• **Requirement**:
A faithful, complete transcript of the entries below, without pictures, should be returned.

• **Records to use**:
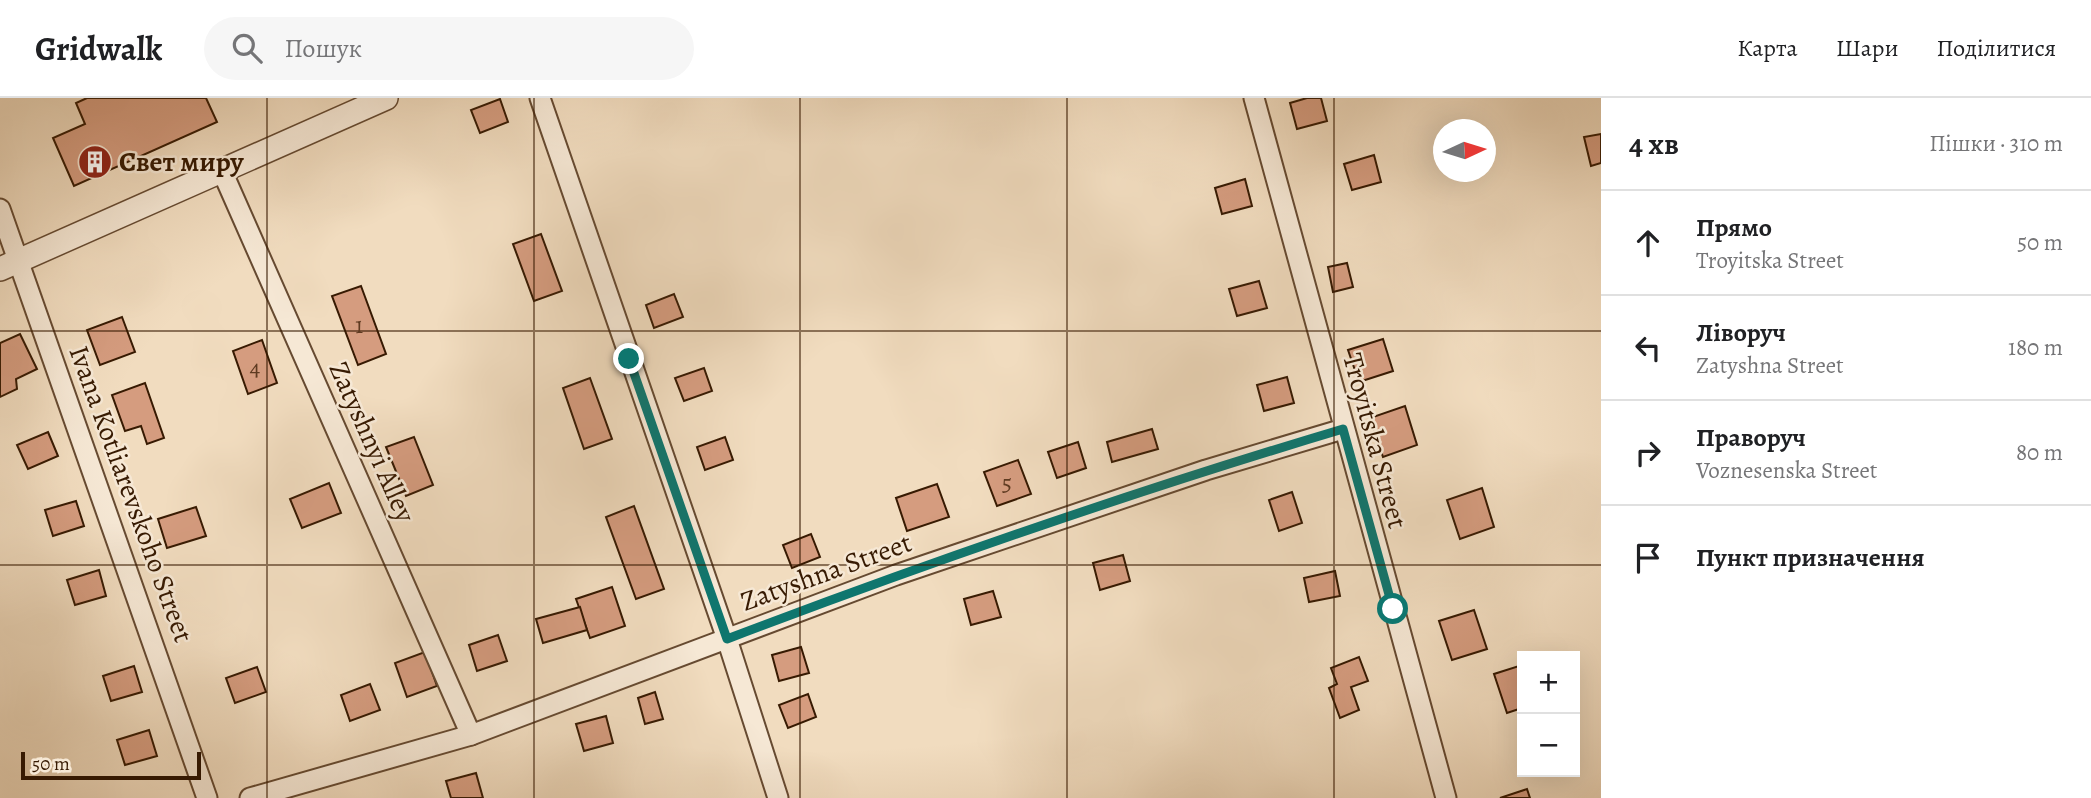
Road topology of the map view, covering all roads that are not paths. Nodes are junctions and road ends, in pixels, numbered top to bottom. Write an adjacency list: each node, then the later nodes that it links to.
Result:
1 (540, 98): 8 (street)
2 (1254, 98): 7 (street, Troyitska Street)
3 (373, 101): 4 (street)
4 (222, 171): 6 (street); 9 (street, Zatyshnyi Alley)
5 (0, 209): 6 (street, Ivana Kotliarevskoho Street)
6 (8, 265): 10 (street, Ivana Kotliarevskoho Street)
7 (1343, 429): 8 (street, Zatyshna Street); 13 (street, Troyitska Street)
8 (727, 639): 9 (street, Zatyshna Street); 12 (street)
9 (471, 735): 11 (street, Zatyshna Street)
10 (207, 798)
11 (250, 798)
12 (778, 798)
13 (1446, 798)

• **Expected answer**:
Road topology of the map view, covering all roads that are not paths. Nodes are junctions and road ends, in pixels, numbered top to bottom. Write an adjacency list: each node, then the later nodes that it links to.
Result:
1 (540, 98): 8 (street)
2 (1254, 98): 7 (street, Troyitska Street)
3 (373, 101): 4 (street)
4 (222, 171): 6 (street); 9 (street, Zatyshnyi Alley)
5 (0, 209): 6 (street, Ivana Kotliarevskoho Street)
6 (8, 265): 10 (street, Ivana Kotliarevskoho Street)
7 (1343, 429): 8 (street, Zatyshna Street); 13 (street, Troyitska Street)
8 (727, 639): 9 (street, Zatyshna Street); 12 (street)
9 (471, 735): 11 (street, Zatyshna Street)
10 (207, 798)
11 (250, 798)
12 (778, 798)
13 (1446, 798)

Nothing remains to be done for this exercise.